## Material for this exercise
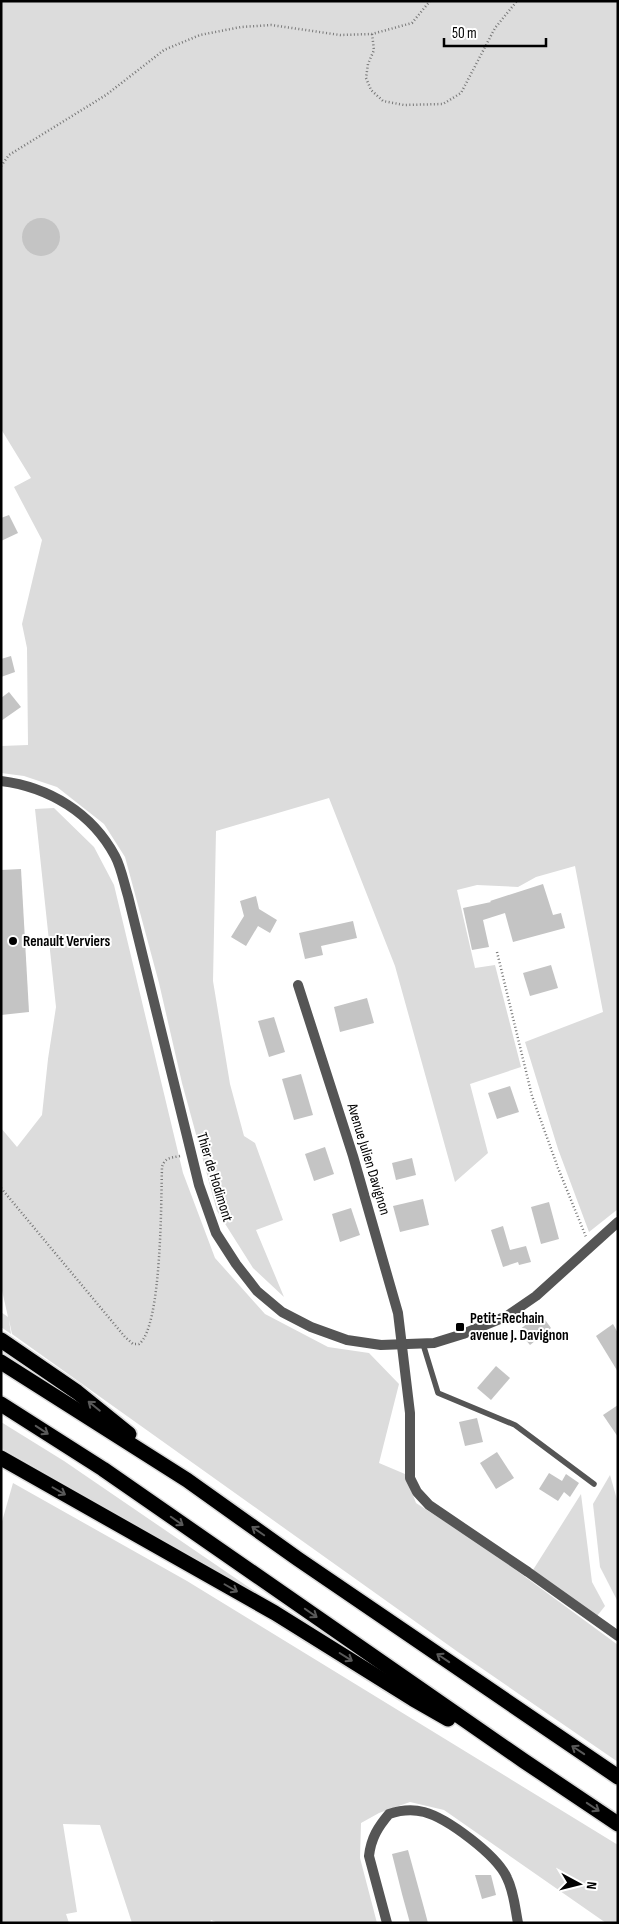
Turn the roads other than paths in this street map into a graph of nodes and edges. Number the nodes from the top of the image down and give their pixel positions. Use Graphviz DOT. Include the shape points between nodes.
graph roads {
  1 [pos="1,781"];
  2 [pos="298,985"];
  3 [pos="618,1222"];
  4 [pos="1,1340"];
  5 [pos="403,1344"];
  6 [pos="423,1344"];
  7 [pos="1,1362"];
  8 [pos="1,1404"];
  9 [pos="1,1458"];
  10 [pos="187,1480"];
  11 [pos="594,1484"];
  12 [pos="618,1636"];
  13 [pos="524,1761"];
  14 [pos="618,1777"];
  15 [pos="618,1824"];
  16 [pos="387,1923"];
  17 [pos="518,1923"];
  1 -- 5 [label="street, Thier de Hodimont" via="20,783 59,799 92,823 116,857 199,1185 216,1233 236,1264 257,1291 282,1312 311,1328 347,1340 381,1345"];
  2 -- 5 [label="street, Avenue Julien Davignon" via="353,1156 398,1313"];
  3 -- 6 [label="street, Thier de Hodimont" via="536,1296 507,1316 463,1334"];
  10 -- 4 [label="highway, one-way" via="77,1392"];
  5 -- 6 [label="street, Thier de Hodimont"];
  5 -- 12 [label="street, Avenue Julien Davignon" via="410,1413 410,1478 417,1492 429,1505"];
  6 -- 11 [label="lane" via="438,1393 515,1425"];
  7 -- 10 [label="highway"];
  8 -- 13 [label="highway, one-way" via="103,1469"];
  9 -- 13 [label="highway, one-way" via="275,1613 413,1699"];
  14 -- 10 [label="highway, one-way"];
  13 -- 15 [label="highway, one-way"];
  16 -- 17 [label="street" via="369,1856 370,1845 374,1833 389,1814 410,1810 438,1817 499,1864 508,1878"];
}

## Brief
From the listing, please work out how many lines contain "Davignon". Give the number only.

## Your response
2